Gladius Gladius was one Latin word for sword, and is used to represent the primary sword of Ancient Roman foot soldiers. Early ancient Roman swords were similar to those of the Greeks, called xiphos. From the 3rd century BC, however, the Romans adopted swords similar to those used by the Celtiberians and others during the early part of the conquest of Hispania. This sword was known as the gladius hispaniensis, or "Hispanic sword". The word gladius acquired a general meaning as any type of sword. Gladii were two-edged for cutting and had a tapered point for stabbing during thrusting. Several different designs were used; among collectors and historical reenactors, the three primary kinds are known as the Mainz gladius, the Fulham gladius, and the Pompeii gladius (these names refer to where or how the canonical example was found).
Mainz gladius Mainz was founded as the Roman permanent camp of Moguntiacum probably in 13 BC. The Mainz variety is characterized by a slight waist running the length of the blade and a long point.
Fulham gladius (Mainz-Fulham gladius) The sword that gave the name to the type was dredged from the Thames near Fulham, and must therefore date to after the Roman occupation of Britain began. The blade is slightly narrower than the Mainz variety. The main difference is the triangular tip.

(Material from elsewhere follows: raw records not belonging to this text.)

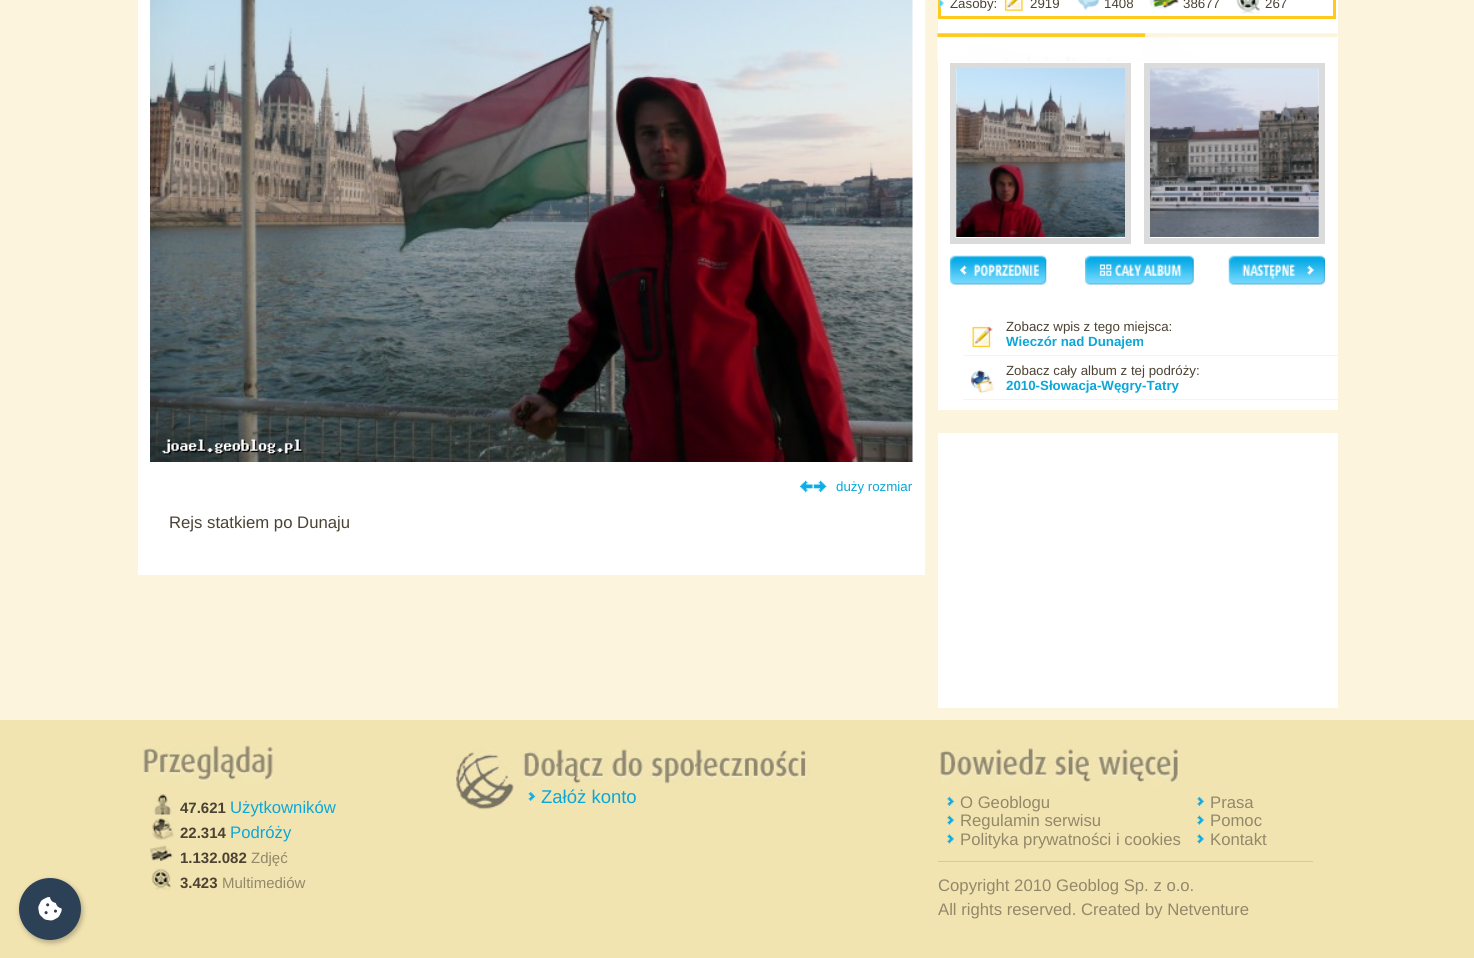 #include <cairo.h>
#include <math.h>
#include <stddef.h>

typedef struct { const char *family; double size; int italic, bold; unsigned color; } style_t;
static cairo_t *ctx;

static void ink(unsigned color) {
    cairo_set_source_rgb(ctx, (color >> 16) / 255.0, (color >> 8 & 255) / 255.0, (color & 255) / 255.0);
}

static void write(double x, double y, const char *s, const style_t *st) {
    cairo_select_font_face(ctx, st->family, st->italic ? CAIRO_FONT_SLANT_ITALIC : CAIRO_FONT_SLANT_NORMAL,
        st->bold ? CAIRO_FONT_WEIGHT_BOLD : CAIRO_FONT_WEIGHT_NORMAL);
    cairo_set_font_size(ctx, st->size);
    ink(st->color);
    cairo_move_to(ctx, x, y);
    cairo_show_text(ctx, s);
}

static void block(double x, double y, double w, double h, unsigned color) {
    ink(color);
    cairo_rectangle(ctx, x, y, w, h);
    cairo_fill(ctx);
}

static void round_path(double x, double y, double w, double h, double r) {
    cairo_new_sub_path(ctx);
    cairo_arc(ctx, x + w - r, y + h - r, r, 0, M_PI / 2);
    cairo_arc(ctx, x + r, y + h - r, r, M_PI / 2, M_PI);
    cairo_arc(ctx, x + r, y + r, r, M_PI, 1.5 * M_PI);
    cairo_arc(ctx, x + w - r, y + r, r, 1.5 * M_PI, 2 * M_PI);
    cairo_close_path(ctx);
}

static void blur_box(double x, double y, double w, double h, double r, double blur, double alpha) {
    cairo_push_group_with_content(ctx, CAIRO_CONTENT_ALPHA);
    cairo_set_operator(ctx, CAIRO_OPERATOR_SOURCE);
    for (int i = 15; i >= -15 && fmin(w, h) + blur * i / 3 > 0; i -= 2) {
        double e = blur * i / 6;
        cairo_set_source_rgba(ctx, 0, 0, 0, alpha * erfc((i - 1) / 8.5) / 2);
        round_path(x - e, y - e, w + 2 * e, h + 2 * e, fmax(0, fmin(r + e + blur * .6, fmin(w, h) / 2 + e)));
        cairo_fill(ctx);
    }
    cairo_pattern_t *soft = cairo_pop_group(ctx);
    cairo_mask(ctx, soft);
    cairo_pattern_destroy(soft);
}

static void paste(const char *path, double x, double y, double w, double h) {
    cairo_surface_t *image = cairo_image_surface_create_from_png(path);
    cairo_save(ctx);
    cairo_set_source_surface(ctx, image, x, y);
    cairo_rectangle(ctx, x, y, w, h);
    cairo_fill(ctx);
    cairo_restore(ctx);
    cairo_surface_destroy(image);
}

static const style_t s1 = {"Liberation Sans", 13.3, 0, 0, 0x4b4233};
static const style_t s2 = {"Liberation Sans", 13.3, 0, 1, 0x0ba7d8};
static const style_t s3 = {"Liberation Sans", 13.3, 0, 0, 0x0ba7d8};
static const style_t s4 = {"Liberation Sans", 16.7, 0, 0, 0x4b4233};
static const style_t s5 = {"Liberation Sans", 18.5, 0, 0, 0x0ba7d8};
static const style_t s6 = {"Liberation Sans", 15, 0, 1, 0x4b4233};
static const style_t s7 = {"Liberation Sans", 16.7, 0, 0, 0x0ba7d8};
static const style_t s8 = {"Liberation Sans", 15, 0, 0, 0x92886a};
static const style_t s9 = {"Liberation Sans", 16.7, 0, 0, 0x92886a};

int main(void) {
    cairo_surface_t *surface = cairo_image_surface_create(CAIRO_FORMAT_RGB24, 1474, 958);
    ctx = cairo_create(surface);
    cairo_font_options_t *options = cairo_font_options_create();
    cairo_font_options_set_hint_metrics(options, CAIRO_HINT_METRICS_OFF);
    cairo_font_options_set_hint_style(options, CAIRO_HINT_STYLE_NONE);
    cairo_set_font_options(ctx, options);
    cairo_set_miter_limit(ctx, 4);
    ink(0xfcf4dd);
    cairo_paint(ctx);
    block(938, 0, 400, 410, 0xffffff);
    cairo_rectangle(ctx, 939.5, -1.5, 395, 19);
    ink(0xffca1c);
    cairo_set_line_width(ctx, 3);
    cairo_stroke(ctx);
    paste("pic1.png", 940, 0, 4, 7);
    write(950, 8, "Zasoby:", &s1);
    paste("pic2.png", 1004, 0, 19, 11);
    write(1030, 8, "2919", &s1);
    paste("pic3.png", 1077, 0, 22, 10);
    write(1104, 8, "1408", &s1);
    paste("pic4.png", 1150, 0, 29, 9);
    write(1183, 8, "38677", &s1);
    paste("pic5.png", 1236, 0, 25, 14);
    write(1265, 8, "267", &s1);
    paste("pic6.png", 937, 33, 401, 29);
    cairo_rectangle(ctx, 953, 66, 175, 175);
    ink(0xdbdbdb);
    cairo_set_line_width(ctx, 6);
    cairo_stroke(ctx);
    paste("pic7.png", 956, 68, 169, 169);
    cairo_rectangle(ctx, 1147, 66, 175, 175);
    cairo_stroke(ctx);
    paste("pic8.png", 1150, 68, 169, 169);
    paste("pic9.png", 950, 255, 97, 30);
    paste("pic10.png", 1085, 255, 109, 30);
    paste("pic11.png", 1228, 255, 97, 30);
    block(963, 355, 375, 1, 0xfaf5df);
    paste("pic12.png", 972, 326, 21, 22);
    write(1006, 331, "Zobacz wpis z tego miejsca:", &s1);
    write(1006, 346, "Wieczór nad Dunajem", &s2);
    block(963, 399, 375, 1, 0xfaf5df);
    paste("pic13.png", 971, 370, 23, 24);
    write(1006, 375, "Zobacz cały album z tej podróży:", &s1);
    write(1006, 390, "2010-Słowacja-Węgry-Tatry", &s2);
    block(938, 433, 400, 275, 0xffffff);
    block(138, 0, 787, 575, 0xffffff);
    paste("pic14.png", 150, 0, 763, 462);
    paste("pic15.png", 800, 480, 27, 13);
    write(836, 491, "duży rozmiar", &s3);
    write(169, 528, "Rejs statkiem po Dunaju", &s4);
    block(0, 720, 1474, 238, 0xf2e4b1);
    ink(0x000000);
    blur_box(20, 880, 63, 63, 31.5, 2.5, 0.25);
    ink(0x2d4156);
    cairo_arc(ctx, 50, 909, 31, 0, 2 * M_PI);
    cairo_fill(ctx);
    paste("pic16.png", 38, 897, 24, 24);
    paste("pic17.png", 453, 747, 64, 65);
    paste("pic18.png", 519, 747, 292, 39);
    paste("pic19.png", 525, 789, 11, 16);
    write(541, 803, "Załóż konto", &s5);
    paste("pic20.png", 142, 744, 131, 41);
    paste("pic21.png", 151, 794, 21, 21);
    write(180, 813, "47.621", &s6);
    write(230, 813, "Użytkowników", &s7);
    paste("pic22.png", 151, 818, 23, 22);
    write(180, 838, "22.314", &s6);
    write(230, 838, "Podróży", &s7);
    paste("pic23.png", 150, 845, 24, 18);
    write(180, 863, "1.132.082", &s6);
    write(251, 863, "Zdjęć", &s8);
    paste("pic24.png", 151, 868, 21, 22);
    write(180, 888, "3.423", &s6);
    write(222, 888, "Multimediów", &s8);
    paste("pic25.png", 940, 747, 240, 39);
    block(938, 861, 375, 1, 0xd7c99a);
    paste("pic26.png", 944, 794, 11, 16);
    write(960, 808, "O Geoblogu", &s9);
    paste("pic27.png", 944, 813, 10, 15);
    write(960, 826, "Regulamin serwisu", &s9);
    paste("pic28.png", 944, 832, 11, 15);
    write(960, 845, "Polityka prywatności i cookies", &s9);
    paste("pic29.png", 1194, 794, 11, 16);
    write(1210, 808, "Prasa", &s9);
    paste("pic30.png", 1194, 813, 10, 15);
    write(1210, 826, "Pomoc", &s9);
    paste("pic31.png", 1194, 832, 11, 15);
    write(1210, 845, "Kontakt", &s9);
    write(938, 891, "Copyright 2010 Geoblog Sp. z o.o.", &s9);
    write(938, 915, "All rights reserved. Created by Netventure", &s9);
    cairo_surface_write_to_png(surface, "screenshot.png");
    cairo_font_options_destroy(options);
    cairo_destroy(ctx);
    cairo_surface_destroy(surface);
    return 0;
}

Pompeii gladius The Pompeii gladius was named by modern historians after the Roman town of Pompeii, this gladius was by far the most popular one. Four instances of the sword type were found in Pompeii, with others turning up elsewhere. The sword has parallel cutting edges and a triangular tip. This is the shortest of the gladii. It is often confused with the spatha, which was a longer, slashing weapon used initially by mounted auxilia. Over the years, the Pompeii got longer, and these later versions are called as semi-spathas.
Spatha The spatha was a type of straight and long sword, in use in the territory of the Roman Empire during the 1st to 6th centuries AD. The spatha of literature appears in the Roman Empire in the 1st century AD as a weapon used by presumably Germanic auxiliaries and gradually became a standard heavy infantry weapon, relegating the gladius to use as a light infantry weapon. The spatha apparently replaced the gladius in the front ranks, giving the infantry more reach when thrusting. While the infantry version had a long point, versions carried by the cavalry had a rounded tip that prevented accidental stabbing of the cavalryman's own foot or horse. The spatha remained popular throughout the Migration Period. It evolved into the knightly sword of the High Middle Ages by the 12th century.